**PROBLEM TO SOLVE**
How many lines of the data hold the word "Real"? State the number and nothing else.

**RAW DATA**
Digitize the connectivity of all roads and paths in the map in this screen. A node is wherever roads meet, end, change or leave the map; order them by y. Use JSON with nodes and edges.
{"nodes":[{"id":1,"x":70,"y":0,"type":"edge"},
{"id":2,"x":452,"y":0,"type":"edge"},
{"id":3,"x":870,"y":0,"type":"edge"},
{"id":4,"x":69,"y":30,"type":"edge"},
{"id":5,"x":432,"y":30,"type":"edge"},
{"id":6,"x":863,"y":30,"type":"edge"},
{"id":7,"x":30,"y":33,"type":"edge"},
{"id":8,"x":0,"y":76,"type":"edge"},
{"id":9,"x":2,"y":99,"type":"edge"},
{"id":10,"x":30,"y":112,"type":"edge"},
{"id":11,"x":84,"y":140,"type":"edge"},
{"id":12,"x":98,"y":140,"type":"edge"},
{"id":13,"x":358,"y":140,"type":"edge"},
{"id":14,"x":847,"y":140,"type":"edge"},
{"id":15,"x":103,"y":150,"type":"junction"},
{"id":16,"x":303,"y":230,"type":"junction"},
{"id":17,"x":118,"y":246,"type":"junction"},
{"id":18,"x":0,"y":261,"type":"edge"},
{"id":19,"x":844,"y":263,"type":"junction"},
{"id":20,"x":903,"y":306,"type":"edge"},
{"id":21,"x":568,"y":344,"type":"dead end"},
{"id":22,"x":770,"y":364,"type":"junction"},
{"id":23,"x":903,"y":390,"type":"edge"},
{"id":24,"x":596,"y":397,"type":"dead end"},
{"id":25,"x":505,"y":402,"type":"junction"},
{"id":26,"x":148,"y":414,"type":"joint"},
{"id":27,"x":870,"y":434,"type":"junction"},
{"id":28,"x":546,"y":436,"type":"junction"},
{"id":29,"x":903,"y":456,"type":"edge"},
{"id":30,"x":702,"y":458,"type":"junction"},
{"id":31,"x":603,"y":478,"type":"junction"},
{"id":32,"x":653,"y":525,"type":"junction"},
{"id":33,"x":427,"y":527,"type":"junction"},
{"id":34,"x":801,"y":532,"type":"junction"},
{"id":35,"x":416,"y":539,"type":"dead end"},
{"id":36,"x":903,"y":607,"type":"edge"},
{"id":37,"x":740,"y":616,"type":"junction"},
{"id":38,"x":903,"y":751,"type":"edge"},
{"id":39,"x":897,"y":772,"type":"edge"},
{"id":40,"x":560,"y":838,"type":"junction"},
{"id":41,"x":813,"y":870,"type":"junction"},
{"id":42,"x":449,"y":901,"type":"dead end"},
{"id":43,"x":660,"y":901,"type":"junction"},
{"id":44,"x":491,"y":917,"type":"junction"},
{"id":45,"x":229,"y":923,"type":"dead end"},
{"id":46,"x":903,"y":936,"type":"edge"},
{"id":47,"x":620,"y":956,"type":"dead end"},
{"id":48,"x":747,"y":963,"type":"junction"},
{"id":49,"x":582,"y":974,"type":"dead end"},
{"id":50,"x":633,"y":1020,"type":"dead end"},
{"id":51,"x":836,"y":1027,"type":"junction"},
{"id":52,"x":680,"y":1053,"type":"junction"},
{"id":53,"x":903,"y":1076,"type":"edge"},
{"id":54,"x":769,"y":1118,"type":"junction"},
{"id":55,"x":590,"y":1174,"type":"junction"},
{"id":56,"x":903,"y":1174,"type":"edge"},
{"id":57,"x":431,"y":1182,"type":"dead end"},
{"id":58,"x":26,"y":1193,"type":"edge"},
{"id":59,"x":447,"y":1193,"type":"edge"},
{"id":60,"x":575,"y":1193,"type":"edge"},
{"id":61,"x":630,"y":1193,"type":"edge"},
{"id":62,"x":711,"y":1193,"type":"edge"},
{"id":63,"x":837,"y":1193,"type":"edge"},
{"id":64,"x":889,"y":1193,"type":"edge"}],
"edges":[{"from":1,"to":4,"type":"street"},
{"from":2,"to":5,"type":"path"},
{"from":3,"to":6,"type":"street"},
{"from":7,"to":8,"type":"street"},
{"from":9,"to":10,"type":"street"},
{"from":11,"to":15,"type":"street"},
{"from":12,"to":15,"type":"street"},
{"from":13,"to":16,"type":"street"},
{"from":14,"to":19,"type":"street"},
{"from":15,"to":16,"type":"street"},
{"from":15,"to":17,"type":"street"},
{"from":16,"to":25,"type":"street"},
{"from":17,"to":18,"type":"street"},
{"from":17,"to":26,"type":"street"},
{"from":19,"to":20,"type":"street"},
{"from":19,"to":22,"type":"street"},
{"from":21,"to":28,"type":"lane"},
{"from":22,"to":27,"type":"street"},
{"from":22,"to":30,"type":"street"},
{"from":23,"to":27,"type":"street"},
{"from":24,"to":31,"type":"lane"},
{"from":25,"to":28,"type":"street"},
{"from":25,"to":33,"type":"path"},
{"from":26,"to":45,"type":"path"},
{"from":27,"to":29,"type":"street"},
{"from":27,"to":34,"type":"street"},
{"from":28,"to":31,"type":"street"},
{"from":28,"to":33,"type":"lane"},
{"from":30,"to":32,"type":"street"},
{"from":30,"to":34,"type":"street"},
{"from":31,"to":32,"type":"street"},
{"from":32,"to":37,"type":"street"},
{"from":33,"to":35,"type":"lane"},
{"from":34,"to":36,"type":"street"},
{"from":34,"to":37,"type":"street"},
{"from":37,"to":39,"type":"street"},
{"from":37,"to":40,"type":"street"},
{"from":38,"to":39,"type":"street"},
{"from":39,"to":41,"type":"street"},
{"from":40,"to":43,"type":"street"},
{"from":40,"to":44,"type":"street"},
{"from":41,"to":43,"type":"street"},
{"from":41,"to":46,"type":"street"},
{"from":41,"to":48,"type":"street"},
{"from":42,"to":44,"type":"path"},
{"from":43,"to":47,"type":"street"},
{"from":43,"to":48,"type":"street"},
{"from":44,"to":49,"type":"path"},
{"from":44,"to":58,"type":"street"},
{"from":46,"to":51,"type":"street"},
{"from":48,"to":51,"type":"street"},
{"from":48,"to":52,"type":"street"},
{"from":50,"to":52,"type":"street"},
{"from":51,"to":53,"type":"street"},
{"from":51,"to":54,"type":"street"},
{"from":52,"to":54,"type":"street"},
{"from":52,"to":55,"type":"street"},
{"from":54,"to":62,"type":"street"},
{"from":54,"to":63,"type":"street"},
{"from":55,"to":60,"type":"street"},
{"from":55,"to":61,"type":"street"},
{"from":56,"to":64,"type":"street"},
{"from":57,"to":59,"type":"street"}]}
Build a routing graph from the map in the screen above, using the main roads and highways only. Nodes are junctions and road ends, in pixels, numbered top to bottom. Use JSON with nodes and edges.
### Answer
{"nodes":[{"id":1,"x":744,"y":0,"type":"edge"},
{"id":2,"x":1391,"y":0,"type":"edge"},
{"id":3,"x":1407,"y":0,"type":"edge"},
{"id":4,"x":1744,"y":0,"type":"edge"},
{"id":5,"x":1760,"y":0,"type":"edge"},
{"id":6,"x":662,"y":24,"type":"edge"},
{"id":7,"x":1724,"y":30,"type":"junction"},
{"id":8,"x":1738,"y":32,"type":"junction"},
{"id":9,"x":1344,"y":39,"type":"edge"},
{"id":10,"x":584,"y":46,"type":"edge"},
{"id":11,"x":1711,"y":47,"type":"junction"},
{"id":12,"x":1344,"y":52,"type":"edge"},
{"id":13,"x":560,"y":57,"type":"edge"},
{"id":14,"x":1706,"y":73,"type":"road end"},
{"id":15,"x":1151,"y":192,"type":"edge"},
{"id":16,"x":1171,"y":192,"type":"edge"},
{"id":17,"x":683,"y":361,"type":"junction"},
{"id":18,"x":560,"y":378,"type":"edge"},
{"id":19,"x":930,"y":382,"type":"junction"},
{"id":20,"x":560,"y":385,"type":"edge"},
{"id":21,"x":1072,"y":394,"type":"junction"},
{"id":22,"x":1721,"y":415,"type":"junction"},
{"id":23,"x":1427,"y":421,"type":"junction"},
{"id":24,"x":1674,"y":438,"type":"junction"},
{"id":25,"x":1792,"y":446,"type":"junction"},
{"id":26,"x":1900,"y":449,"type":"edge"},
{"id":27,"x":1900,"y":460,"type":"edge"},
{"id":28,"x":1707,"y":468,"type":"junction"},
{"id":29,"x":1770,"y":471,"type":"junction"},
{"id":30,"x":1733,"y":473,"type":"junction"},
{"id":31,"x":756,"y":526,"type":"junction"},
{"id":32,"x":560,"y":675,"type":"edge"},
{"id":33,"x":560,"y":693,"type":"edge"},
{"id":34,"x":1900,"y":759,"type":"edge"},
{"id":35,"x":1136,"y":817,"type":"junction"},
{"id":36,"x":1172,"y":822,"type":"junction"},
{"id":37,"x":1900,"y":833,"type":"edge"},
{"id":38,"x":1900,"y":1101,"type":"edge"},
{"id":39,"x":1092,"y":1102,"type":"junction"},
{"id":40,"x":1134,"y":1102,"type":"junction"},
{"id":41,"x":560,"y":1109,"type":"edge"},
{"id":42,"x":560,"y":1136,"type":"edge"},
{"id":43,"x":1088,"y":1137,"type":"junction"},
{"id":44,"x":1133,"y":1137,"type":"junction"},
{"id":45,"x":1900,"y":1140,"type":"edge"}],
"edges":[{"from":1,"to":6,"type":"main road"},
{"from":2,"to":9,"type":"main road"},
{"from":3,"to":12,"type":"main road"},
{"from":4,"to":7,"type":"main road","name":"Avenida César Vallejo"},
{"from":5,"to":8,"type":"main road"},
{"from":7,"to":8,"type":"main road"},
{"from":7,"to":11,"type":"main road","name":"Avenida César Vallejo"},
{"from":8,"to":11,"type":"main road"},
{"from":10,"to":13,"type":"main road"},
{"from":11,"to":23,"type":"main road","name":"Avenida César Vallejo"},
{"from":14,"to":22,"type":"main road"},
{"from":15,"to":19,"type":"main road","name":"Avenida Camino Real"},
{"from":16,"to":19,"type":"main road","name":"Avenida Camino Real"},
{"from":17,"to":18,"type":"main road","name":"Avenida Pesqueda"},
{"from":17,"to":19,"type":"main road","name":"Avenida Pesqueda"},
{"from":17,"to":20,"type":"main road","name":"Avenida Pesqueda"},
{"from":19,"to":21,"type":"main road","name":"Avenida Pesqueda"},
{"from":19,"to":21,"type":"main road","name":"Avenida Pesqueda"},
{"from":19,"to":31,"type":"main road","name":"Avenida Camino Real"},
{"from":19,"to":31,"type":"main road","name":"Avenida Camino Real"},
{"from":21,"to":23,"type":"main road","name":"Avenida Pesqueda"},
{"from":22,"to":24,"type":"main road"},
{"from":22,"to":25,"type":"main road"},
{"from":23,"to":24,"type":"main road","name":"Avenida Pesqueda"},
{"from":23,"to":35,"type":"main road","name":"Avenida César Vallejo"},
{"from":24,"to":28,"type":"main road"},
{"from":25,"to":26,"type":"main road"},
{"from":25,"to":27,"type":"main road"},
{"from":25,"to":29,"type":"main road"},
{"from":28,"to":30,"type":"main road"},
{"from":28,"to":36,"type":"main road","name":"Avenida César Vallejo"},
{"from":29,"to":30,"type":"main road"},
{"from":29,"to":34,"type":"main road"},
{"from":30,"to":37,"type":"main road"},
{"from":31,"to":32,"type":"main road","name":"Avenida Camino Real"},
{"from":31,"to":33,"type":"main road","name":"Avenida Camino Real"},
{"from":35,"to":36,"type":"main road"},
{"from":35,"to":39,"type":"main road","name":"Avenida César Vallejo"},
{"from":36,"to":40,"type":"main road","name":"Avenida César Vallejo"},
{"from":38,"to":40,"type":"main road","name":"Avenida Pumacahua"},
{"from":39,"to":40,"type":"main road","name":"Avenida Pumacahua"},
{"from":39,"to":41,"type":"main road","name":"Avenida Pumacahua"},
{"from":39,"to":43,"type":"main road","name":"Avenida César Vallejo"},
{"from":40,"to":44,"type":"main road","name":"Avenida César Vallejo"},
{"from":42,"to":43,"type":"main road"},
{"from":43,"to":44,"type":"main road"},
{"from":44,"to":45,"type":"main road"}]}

**RESPONSE TO THE TASK**
6